### Materials provided
============

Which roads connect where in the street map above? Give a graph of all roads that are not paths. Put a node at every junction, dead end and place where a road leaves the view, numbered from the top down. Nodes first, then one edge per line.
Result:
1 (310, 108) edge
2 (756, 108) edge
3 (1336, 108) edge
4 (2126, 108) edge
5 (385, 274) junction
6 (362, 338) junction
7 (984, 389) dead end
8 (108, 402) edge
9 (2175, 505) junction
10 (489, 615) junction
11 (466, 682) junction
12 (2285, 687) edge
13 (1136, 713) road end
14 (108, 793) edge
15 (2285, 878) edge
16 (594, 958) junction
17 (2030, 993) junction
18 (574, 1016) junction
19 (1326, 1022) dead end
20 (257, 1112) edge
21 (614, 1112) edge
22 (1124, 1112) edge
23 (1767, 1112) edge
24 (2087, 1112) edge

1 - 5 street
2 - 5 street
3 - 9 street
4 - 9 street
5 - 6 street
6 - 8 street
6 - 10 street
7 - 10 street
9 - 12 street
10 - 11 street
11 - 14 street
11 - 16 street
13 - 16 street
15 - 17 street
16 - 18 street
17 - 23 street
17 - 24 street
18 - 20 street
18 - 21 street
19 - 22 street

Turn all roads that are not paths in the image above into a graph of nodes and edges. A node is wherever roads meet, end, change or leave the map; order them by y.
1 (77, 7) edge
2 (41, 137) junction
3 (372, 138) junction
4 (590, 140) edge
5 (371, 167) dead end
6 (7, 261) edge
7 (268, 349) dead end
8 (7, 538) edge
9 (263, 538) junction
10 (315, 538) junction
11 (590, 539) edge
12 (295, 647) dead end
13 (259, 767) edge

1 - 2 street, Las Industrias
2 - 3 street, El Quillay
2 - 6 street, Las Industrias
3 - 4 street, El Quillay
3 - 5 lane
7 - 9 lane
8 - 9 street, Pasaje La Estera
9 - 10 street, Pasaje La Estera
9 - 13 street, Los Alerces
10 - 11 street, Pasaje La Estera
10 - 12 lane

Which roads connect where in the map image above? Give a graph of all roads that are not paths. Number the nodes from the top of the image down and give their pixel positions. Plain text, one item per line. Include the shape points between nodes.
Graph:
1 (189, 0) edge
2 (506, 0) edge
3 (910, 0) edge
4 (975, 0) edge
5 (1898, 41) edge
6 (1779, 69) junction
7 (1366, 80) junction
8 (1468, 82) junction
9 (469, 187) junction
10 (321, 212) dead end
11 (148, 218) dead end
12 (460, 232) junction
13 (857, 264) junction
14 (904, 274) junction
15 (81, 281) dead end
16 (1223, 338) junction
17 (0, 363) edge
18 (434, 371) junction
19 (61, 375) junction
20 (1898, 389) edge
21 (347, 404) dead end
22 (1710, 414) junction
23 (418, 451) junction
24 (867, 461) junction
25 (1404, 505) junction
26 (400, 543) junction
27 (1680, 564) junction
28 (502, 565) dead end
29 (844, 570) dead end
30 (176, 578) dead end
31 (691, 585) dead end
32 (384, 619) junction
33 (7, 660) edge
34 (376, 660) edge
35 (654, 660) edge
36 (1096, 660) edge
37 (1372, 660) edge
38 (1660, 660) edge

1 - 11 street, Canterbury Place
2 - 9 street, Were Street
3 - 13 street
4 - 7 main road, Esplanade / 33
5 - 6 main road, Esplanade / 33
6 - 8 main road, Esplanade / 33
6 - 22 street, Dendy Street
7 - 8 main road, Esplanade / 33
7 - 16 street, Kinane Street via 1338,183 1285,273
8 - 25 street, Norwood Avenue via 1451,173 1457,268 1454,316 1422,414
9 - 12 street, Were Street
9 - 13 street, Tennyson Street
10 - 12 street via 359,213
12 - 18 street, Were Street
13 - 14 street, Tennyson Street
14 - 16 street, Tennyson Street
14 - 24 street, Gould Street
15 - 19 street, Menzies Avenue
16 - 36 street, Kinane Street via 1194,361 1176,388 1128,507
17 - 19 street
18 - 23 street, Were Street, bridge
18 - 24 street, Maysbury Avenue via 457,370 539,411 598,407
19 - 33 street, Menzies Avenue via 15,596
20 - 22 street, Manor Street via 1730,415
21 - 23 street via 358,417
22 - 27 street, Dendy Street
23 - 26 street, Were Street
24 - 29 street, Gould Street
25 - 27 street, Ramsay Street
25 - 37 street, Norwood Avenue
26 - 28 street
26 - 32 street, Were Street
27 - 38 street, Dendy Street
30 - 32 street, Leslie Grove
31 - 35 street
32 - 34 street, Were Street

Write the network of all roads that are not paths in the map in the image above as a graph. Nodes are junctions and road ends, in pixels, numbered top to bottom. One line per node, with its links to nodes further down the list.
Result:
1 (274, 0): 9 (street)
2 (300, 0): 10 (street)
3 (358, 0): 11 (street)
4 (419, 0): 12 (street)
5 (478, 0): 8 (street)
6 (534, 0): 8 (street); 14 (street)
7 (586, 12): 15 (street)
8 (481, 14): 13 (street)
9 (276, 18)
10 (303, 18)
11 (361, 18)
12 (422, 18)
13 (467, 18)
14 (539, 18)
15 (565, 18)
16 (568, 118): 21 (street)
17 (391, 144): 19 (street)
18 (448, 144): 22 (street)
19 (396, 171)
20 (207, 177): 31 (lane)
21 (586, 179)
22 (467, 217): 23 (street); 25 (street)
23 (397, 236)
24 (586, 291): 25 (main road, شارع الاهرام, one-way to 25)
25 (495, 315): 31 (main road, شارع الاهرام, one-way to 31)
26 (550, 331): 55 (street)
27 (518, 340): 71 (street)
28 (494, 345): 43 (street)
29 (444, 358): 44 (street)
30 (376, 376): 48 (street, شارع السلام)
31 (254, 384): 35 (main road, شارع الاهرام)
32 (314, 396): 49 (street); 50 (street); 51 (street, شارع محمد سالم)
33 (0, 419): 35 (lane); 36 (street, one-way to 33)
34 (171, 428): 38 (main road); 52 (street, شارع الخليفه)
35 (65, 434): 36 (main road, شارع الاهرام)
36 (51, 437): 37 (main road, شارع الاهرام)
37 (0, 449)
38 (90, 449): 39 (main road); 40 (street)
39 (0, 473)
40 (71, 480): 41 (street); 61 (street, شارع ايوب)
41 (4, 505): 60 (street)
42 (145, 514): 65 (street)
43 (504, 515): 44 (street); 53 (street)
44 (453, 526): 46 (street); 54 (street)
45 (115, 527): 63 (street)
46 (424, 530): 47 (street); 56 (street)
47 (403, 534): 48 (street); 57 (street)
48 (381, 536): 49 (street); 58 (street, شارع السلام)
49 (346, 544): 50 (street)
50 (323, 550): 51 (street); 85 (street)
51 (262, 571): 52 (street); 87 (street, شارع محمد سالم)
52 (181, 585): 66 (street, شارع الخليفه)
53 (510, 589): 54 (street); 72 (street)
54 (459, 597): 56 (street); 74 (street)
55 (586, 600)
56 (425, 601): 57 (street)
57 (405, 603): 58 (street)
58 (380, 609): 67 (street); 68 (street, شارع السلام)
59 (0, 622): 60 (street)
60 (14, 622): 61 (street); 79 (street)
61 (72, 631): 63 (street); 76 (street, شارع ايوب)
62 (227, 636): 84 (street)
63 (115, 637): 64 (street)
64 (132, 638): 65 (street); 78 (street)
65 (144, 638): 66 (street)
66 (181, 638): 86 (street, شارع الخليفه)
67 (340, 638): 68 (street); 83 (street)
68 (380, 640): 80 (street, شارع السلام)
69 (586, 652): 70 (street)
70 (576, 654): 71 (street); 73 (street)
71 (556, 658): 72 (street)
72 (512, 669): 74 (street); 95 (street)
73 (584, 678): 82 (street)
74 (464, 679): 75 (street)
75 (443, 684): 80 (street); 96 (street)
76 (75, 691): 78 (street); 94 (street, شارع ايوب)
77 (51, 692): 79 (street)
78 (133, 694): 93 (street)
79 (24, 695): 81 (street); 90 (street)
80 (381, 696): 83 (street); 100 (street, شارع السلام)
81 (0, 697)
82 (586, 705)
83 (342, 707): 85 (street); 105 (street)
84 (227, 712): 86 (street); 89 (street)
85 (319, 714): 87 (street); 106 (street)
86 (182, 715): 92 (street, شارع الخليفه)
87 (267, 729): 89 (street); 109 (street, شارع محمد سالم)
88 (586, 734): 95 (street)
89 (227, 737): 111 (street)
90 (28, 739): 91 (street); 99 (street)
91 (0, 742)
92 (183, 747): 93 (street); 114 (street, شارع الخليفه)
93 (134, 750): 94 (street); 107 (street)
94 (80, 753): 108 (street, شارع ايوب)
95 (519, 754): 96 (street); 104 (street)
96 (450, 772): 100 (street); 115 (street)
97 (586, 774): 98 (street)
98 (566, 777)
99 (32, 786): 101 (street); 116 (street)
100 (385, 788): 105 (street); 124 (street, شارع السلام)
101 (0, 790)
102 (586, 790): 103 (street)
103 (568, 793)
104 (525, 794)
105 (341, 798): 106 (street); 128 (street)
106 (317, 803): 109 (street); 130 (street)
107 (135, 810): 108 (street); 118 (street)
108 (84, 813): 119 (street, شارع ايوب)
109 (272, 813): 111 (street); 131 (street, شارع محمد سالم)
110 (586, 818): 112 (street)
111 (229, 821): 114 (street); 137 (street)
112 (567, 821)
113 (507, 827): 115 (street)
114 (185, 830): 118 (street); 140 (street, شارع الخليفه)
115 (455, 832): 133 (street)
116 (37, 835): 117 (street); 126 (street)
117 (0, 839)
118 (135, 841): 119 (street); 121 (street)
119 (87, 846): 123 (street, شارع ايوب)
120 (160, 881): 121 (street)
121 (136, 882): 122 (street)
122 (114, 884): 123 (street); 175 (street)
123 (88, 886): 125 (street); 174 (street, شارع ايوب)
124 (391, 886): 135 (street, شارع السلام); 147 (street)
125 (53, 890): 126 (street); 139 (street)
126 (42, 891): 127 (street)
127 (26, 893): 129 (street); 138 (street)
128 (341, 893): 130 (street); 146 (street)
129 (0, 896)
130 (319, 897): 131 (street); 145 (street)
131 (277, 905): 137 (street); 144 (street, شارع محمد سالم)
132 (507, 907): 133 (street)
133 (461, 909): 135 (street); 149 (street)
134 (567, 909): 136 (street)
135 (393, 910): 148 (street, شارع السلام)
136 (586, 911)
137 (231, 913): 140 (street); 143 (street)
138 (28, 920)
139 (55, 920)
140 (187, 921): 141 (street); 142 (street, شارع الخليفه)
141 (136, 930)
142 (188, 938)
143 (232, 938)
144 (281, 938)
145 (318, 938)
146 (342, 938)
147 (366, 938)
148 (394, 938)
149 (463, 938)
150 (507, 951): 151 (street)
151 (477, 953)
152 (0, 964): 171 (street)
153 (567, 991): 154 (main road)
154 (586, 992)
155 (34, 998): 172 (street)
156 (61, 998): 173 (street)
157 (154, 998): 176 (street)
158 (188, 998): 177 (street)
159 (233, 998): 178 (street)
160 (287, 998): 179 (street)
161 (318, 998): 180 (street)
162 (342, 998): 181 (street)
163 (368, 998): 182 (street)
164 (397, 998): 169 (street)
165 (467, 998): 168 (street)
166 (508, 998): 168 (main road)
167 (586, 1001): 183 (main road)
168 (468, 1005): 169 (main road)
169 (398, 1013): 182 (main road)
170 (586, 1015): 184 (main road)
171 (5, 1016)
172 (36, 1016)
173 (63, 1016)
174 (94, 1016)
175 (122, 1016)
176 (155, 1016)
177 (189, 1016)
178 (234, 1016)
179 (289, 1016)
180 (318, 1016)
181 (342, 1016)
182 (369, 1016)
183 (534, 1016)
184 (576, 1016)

============

### Work instruction
Extract the first line above and each line after it up to and including the one with "Which roads connect where in the map", please, exactly and with nothing else.

### Answer space
Which roads connect where in the street map above? Give a graph of all roads that are not paths. Put a node at every junction, dead end and place where a road leaves the view, numbered from the top down. Nodes first, then one edge per line.
Result:
1 (310, 108) edge
2 (756, 108) edge
3 (1336, 108) edge
4 (2126, 108) edge
5 (385, 274) junction
6 (362, 338) junction
7 (984, 389) dead end
8 (108, 402) edge
9 (2175, 505) junction
10 (489, 615) junction
11 (466, 682) junction
12 (2285, 687) edge
13 (1136, 713) road end
14 (108, 793) edge
15 (2285, 878) edge
16 (594, 958) junction
17 (2030, 993) junction
18 (574, 1016) junction
19 (1326, 1022) dead end
20 (257, 1112) edge
21 (614, 1112) edge
22 (1124, 1112) edge
23 (1767, 1112) edge
24 (2087, 1112) edge

1 - 5 street
2 - 5 street
3 - 9 street
4 - 9 street
5 - 6 street
6 - 8 street
6 - 10 street
7 - 10 street
9 - 12 street
10 - 11 street
11 - 14 street
11 - 16 street
13 - 16 street
15 - 17 street
16 - 18 street
17 - 23 street
17 - 24 street
18 - 20 street
18 - 21 street
19 - 22 street

Turn all roads that are not paths in the image above into a graph of nodes and edges. A node is wherever roads meet, end, change or leave the map; order them by y.
1 (77, 7) edge
2 (41, 137) junction
3 (372, 138) junction
4 (590, 140) edge
5 (371, 167) dead end
6 (7, 261) edge
7 (268, 349) dead end
8 (7, 538) edge
9 (263, 538) junction
10 (315, 538) junction
11 (590, 539) edge
12 (295, 647) dead end
13 (259, 767) edge

1 - 2 street, Las Industrias
2 - 3 street, El Quillay
2 - 6 street, Las Industrias
3 - 4 street, El Quillay
3 - 5 lane
7 - 9 lane
8 - 9 street, Pasaje La Estera
9 - 10 street, Pasaje La Estera
9 - 13 street, Los Alerces
10 - 11 street, Pasaje La Estera
10 - 12 lane

Which roads connect where in the map image above? Give a graph of all roads that are not paths. Number the nodes from the top of the image down and give their pixel positions. Plain text, one item per line. Include the shape points between nodes.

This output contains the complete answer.